As to Justice Stevens’ claim that the message is too “dumb” to be effective advocacy, I’m not sure: The theory even with most express advocacy is that the messages persuade when aggregated together, not that they will move many minds standing alone, and even jocular and “dumb” support of marijuana use may in the aggregate lead students to think of marijuana use as cool and fun. But more importantly, even dumb advocacy is still advocacy.
3. Perhaps, though, Justice Stevens should be arguing not that the speech isn’t advocacy, but that it’s not express enough to be advocacy — that only messages that expressly say “take bong hits,” “use marijuana,” “people should use marijuana,” and the like should be proscribable. “BONG HiTs 4 JESUS” definitely doesn’t seem express about anything much; and limiting the exception to express advocacy would indeed limit the exception’s scope.
At the same time, First Amendment law almost never draws distinction between express messages and pretty clear implicit messages, partly because any such distinction would either be very easy for speakers to evade, or attempts to prevent such evasion would eat away at whatever limitations the “express[ness]” requirement imposes. (Consider the related debates about express advocacy of election or defeat of a candidate in campaign finance law — a debate that I unfortunately don’t have the time to get into this weak, despite the fascinating-looking FEC v. Wisconsin Right to Life, Inc. decision.) And Justice Stevens doesn’t at all confront these issues, as it seems to me an effective argument for limiting the exception to truly express advocacy should.

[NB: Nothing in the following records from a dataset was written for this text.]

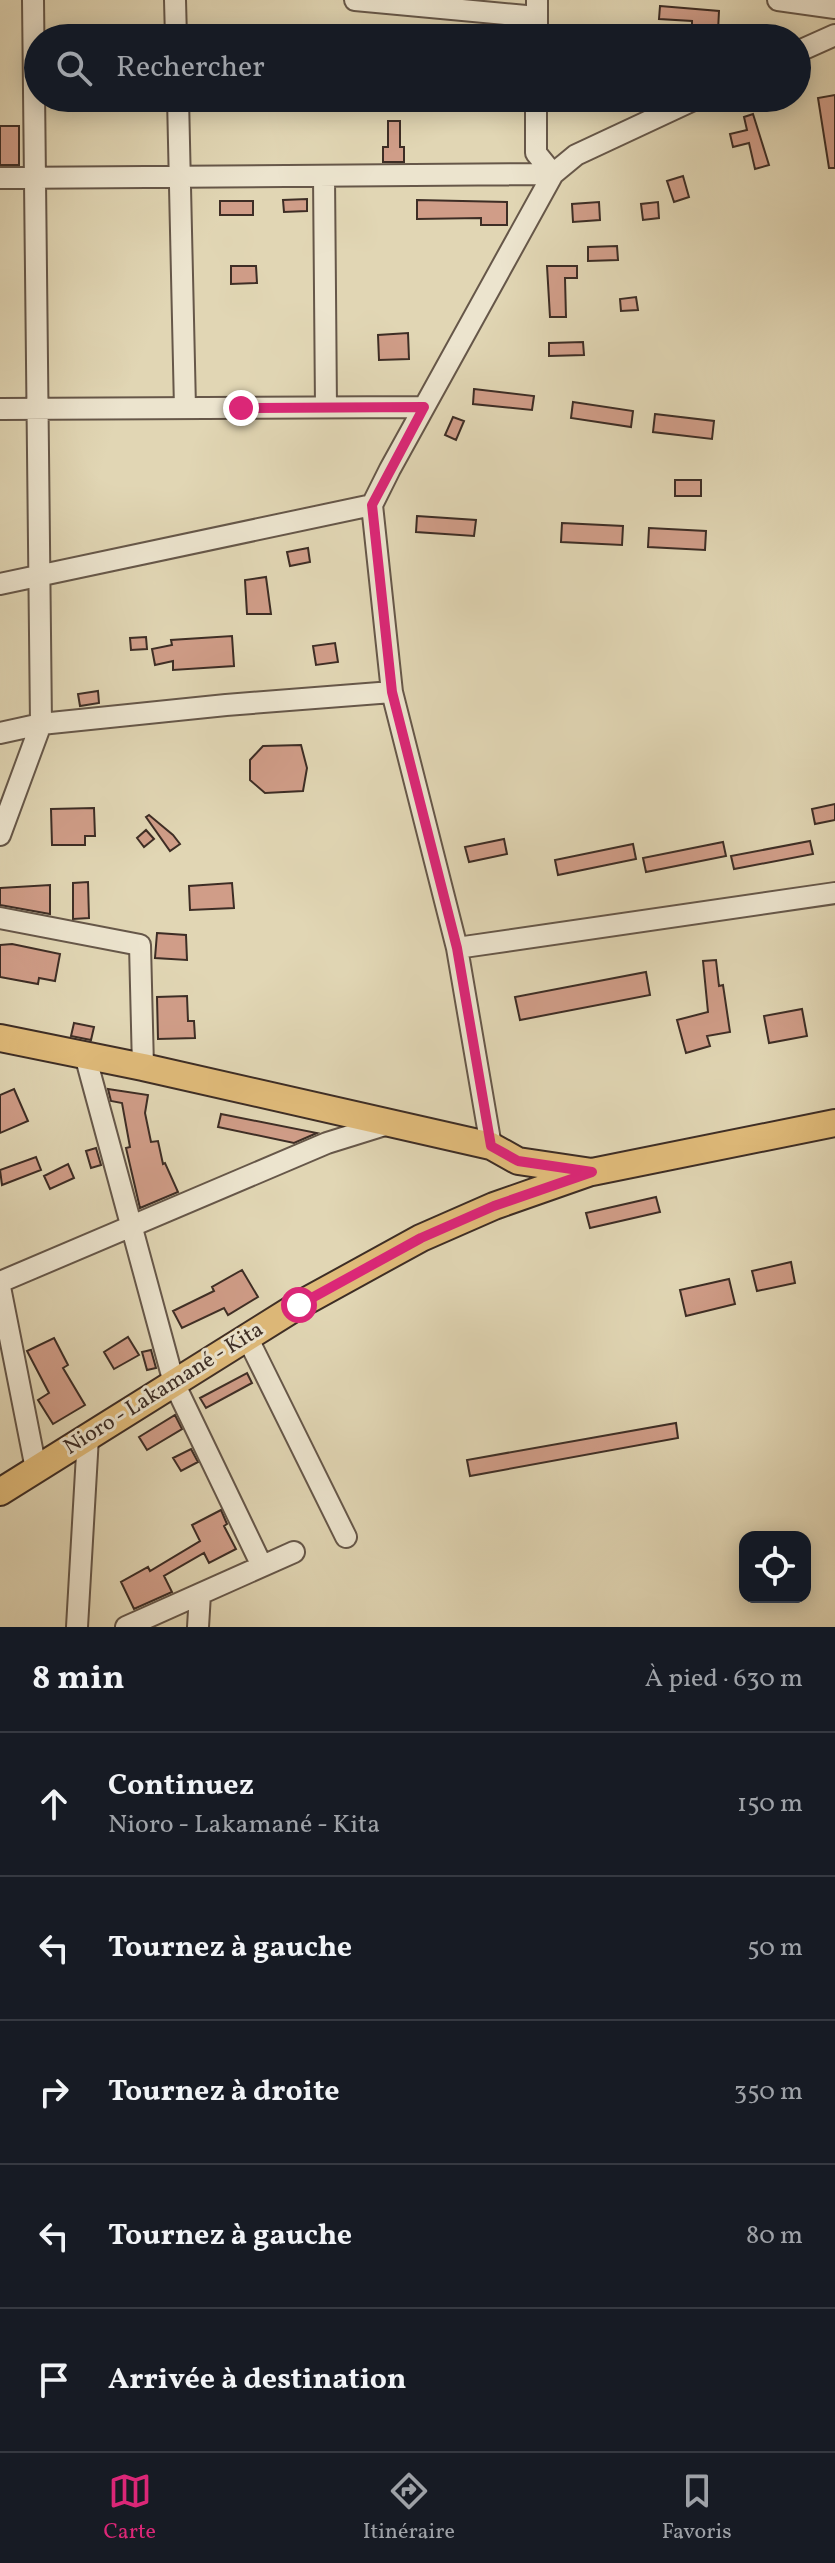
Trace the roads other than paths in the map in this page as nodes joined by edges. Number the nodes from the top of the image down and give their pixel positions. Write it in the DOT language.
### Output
graph roads {
  1 [pos="33,0"];
  2 [pos="175,0"];
  3 [pos="355,0"];
  4 [pos="778,0"];
  5 [pos="537,8"];
  6 [pos="835,8"];
  7 [pos="33,24"];
  8 [pos="176,24"];
  9 [pos="835,35"];
  10 [pos="811,46"];
  11 [pos="34,112"];
  12 [pos="178,112"];
  13 [pos="536,112"];
  14 [pos="668,112"];
  15 [pos="553,174"];
  16 [pos="324,176"];
  17 [pos="179,177"];
  18 [pos="0,178"];
  19 [pos="35,178"];
  20 [pos="326,407"];
  21 [pos="424,407"];
  22 [pos="185,408"];
  23 [pos="0,409"];
  24 [pos="37,409"];
  25 [pos="372,505"];
  26 [pos="39,576"];
  27 [pos="0,584"];
  28 [pos="392,692"];
  29 [pos="41,724"];
  30 [pos="0,733"];
  31 [pos="0,835"];
  32 [pos="835,893"];
  33 [pos="0,918"];
  34 [pos="457,948"];
  35 [pos="0,1038"];
  36 [pos="85,1055"];
  37 [pos="143,1067"];
  38 [pos="835,1123"];
  39 [pos="388,1124"];
  40 [pos="491,1146"];
  41 [pos="592,1172"];
  42 [pos="132,1226"];
  43 [pos="0,1285"];
  44 [pos="247,1337"];
  45 [pos="7,1359"];
  46 [pos="174,1383"];
  47 [pos="88,1437"];
  48 [pos="36,1469"];
  49 [pos="0,1492"];
  50 [pos="346,1537"];
  51 [pos="294,1552"];
  52 [pos="262,1566"];
  53 [pos="200,1594"];
  54 [pos="77,1627"];
  55 [pos="126,1627"];
  56 [pos="198,1627"];
  1 -- 7 [label="street"];
  2 -- 8 [label="street"];
  3 -- 5 [label="street"];
  4 -- 6 [label="street"];
  9 -- 10 [label="street"];
  11 -- 19 [label="street"];
  12 -- 17 [label="street"];
  13 -- 15 [label="street"];
  14 -- 15 [label="street"];
  15 -- 16 [label="street"];
  15 -- 21 [label="street"];
  16 -- 17 [label="street"];
  16 -- 20 [label="street"];
  17 -- 19 [label="street"];
  17 -- 22 [label="street"];
  18 -- 19 [label="street"];
  19 -- 24 [label="street"];
  20 -- 21 [label="street"];
  20 -- 22 [label="street"];
  21 -- 25 [label="street"];
  22 -- 24 [label="street"];
  23 -- 24 [label="street"];
  24 -- 26 [label="street"];
  25 -- 26 [label="street"];
  25 -- 28 [label="street"];
  26 -- 27 [label="street"];
  26 -- 29 [label="street"];
  28 -- 29 [label="street"];
  28 -- 34 [label="street"];
  29 -- 30 [label="street"];
  29 -- 31 [label="street"];
  32 -- 34 [label="street"];
  33 -- 37 [label="street"];
  34 -- 40 [label="street"];
  35 -- 36 [label="main road"];
  36 -- 37 [label="main road"];
  36 -- 42 [label="street"];
  37 -- 39 [label="main road"];
  38 -- 41 [label="main road"];
  39 -- 40 [label="main road"];
  39 -- 42 [label="street"];
  40 -- 41 [label="main road"];
  41 -- 44 [label="main road, Nioro - Lakamané - Kita"];
  42 -- 43 [label="street"];
  42 -- 46 [label="street"];
  43 -- 45 [label="street"];
  44 -- 46 [label="main road, Nioro - Lakamané - Kita"];
  44 -- 50 [label="street"];
  45 -- 48 [label="street"];
  46 -- 47 [label="main road, Nioro - Lakamané - Kita"];
  46 -- 52 [label="street"];
  47 -- 48 [label="main road, Nioro - Lakamané - Kita"];
  47 -- 54 [label="street"];
  48 -- 49 [label="main road, Nioro - Lakamané - Kita"];
  51 -- 52 [label="street"];
  52 -- 53 [label="street"];
  53 -- 55 [label="street"];
  53 -- 56 [label="street"];
}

4. Finally, note that the debate about whether First Amendment tests should focus on (1) whether speech could reasonably be interpreted as advocating illegal drug use, making false statements, making threats, and the like (the majority’s view, at least in this case) or on (2) whether speech “can most reasonably be interpreted” as advocating illegal drug use, making false statements, making threats, and the like is a very interesting one, and should get more attention than it has historically gotten. Courts must somehow determine what a statement “means,” but there are plenty of statements that have multiple plausible meanings, each of which is reasonable and none of which is the one “most reasonable” one.

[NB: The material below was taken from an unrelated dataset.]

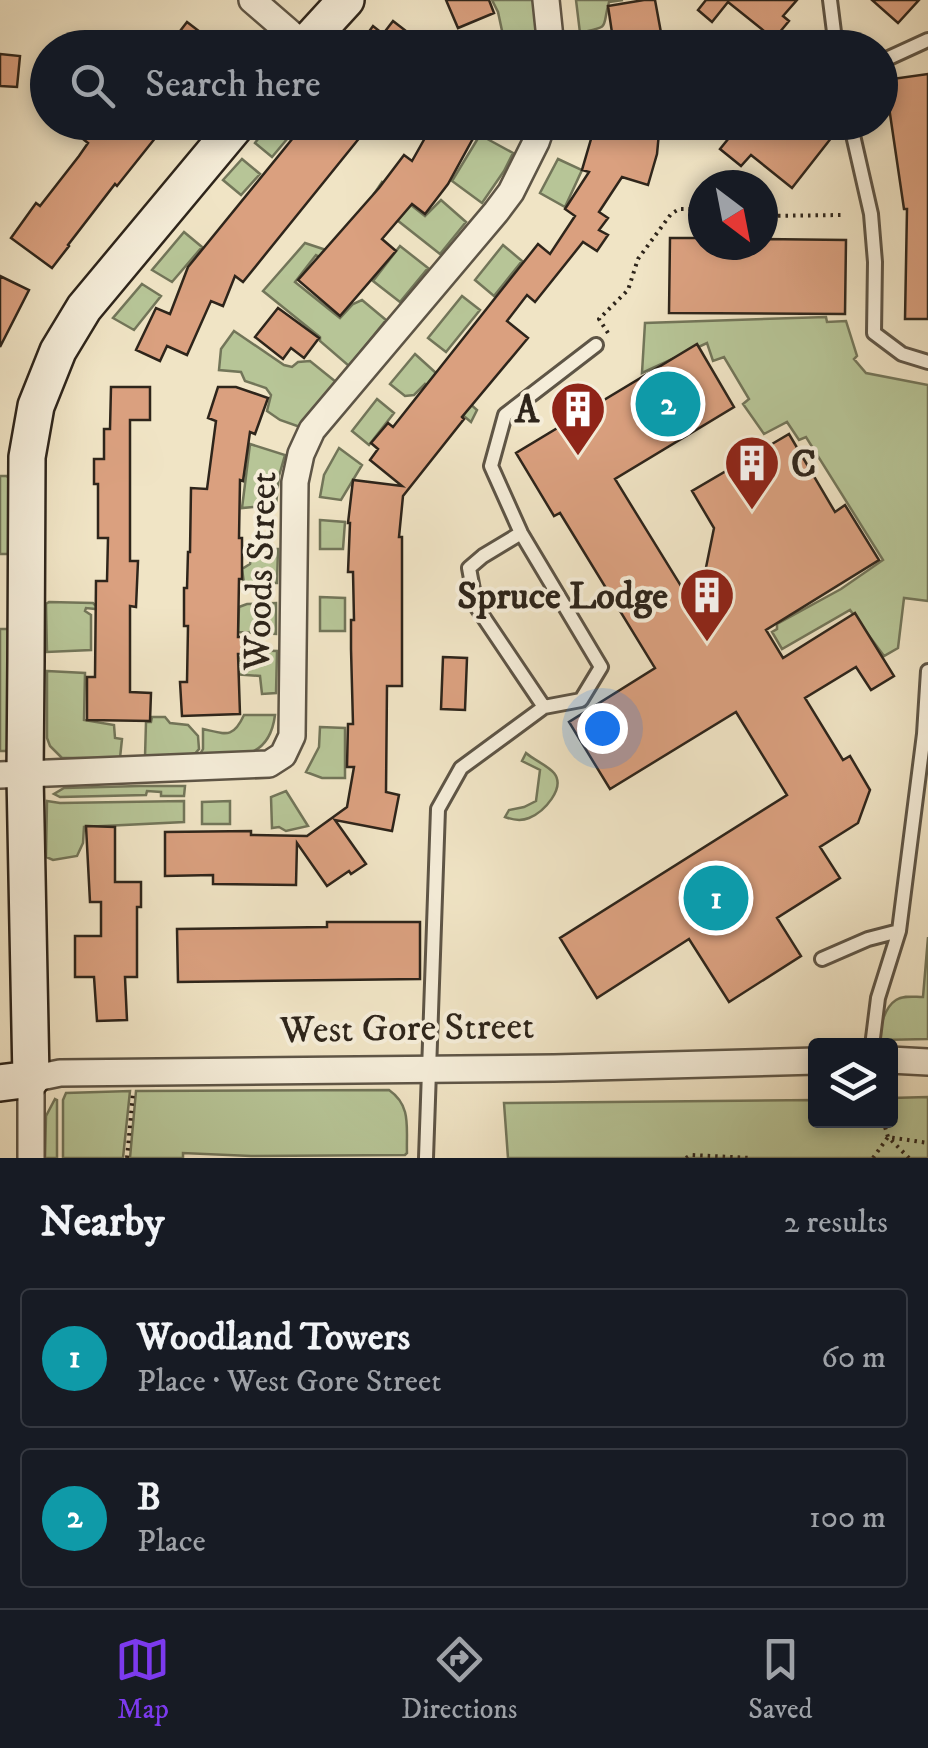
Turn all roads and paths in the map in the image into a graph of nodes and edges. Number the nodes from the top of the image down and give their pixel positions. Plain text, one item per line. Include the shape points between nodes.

I’ve tried to find good discussions of this in the libel context, where the factual problem of ambiguity often comes up. As I understand it, the dominant view is that the jury must find the reasonable meaning. A small minority of states (perhaps only Illinois, I think) take the view that so long as a reasonable meaning is innocent rather than defamatory, the statement must be found nondefamatory. But in practice, unless I’m mistaken, the question is often the opposite, which is whether a reasonable person could interpret the statement as defamatory (even if other reasonable people would take the opposite view). I’d love to hear from people who have researched the subject more thoroughly than I have, and have some good cases — likely libel cases — that discuss this.

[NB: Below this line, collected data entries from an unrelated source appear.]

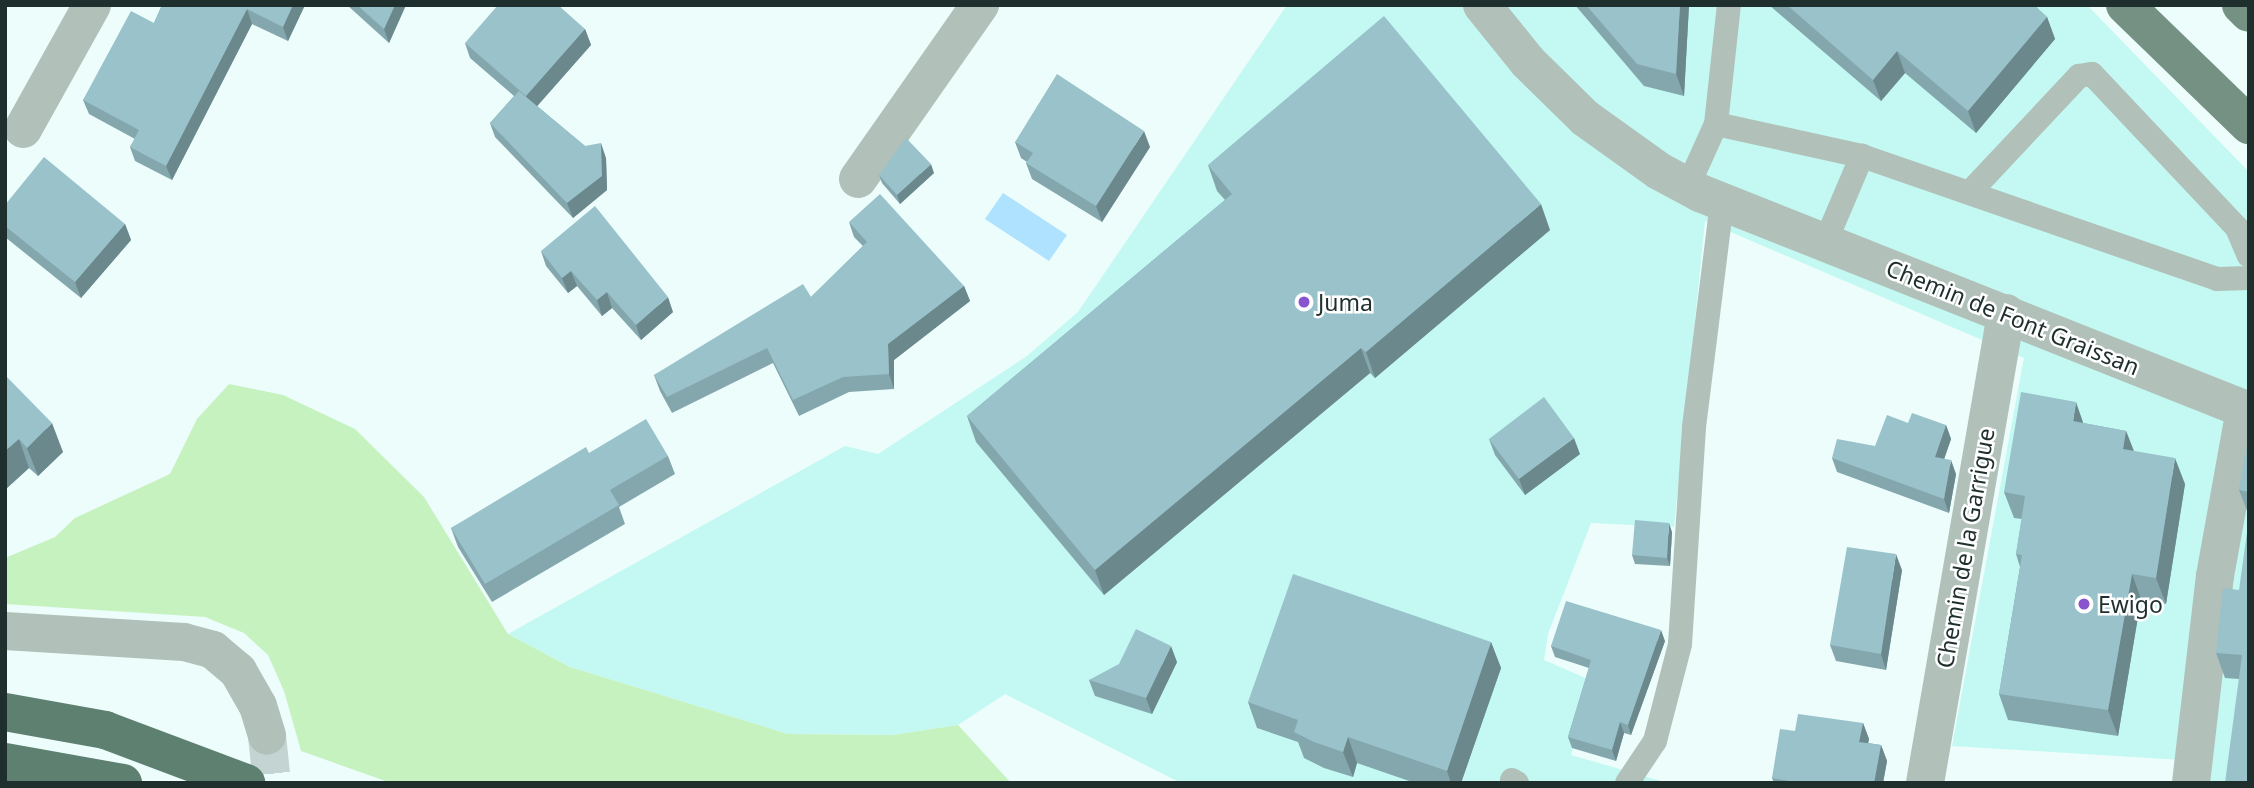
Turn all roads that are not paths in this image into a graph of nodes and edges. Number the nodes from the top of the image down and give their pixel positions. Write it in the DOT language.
graph roads {
  1 [pos="92,5"];
  2 [pos="979,5"];
  3 [pos="1482,5"];
  4 [pos="1729,5"];
  5 [pos="2126,5"];
  6 [pos="2241,5"];
  7 [pos="2249,13"];
  8 [pos="1716,124"];
  9 [pos="2249,125"];
  10 [pos="23,129"];
  11 [pos="1862,156"];
  12 [pos="858,180"];
  13 [pos="1971,191"];
  14 [pos="1705,194"];
  15 [pos="1825,243"];
  16 [pos="2249,257"];
  17 [pos="2249,278"];
  18 [pos="2006,313"];
  19 [pos="2247,410"];
  20 [pos="5,631"];
  21 [pos="5,712"];
  22 [pos="267,736"];
  23 [pos="5,762"];
  24 [pos="123,783"];
  25 [pos="246,783"];
  26 [pos="1628,783"];
  27 [pos="1925,783"];
  28 [pos="2191,783"];
  1 -- 10 [label="street"];
  2 -- 12 [label="street"];
  3 -- 14 [label="street, Chemin de Font Graissan"];
  4 -- 8 [label="lane"];
  5 -- 9 [label="main road"];
  6 -- 7 [label="main road"];
  8 -- 11 [label="lane"];
  8 -- 14 [label="lane"];
  11 -- 13 [label="lane"];
  11 -- 15 [label="lane"];
  13 -- 16 [label="lane"];
  13 -- 17 [label="lane"];
  14 -- 15 [label="street, Chemin de Font Graissan"];
  14 -- 26 [label="lane"];
  15 -- 18 [label="street, Chemin de Font Graissan"];
  18 -- 19 [label="street, Chemin de Font Graissan"];
  18 -- 27 [label="street, Chemin de la Garrigue"];
  19 -- 28 [label="street, Chemin de Font Graissan"];
  20 -- 22 [label="street"];
  21 -- 25 [label="highway"];
  23 -- 24 [label="highway"];
}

Nonetheless, it seems to me that Justice Stevens erred in deciding that “BONG HiTs 4 JESUS” would “most reasonably be interpreted” as simply being a “nonsense message”; instead, the most reasonable interpretation is a message of vague support for marijuana use, the very interpretation that the majority adopted using its focus on what constitutes a reasonable meaning. Thus, this interesting debate (whether we look to the reasonable meaning, which is to say the most reasonable meaning, or a reasonable meaning, which is to say some meaning that at least a substantial minority would accept) isn’t fully implicated here.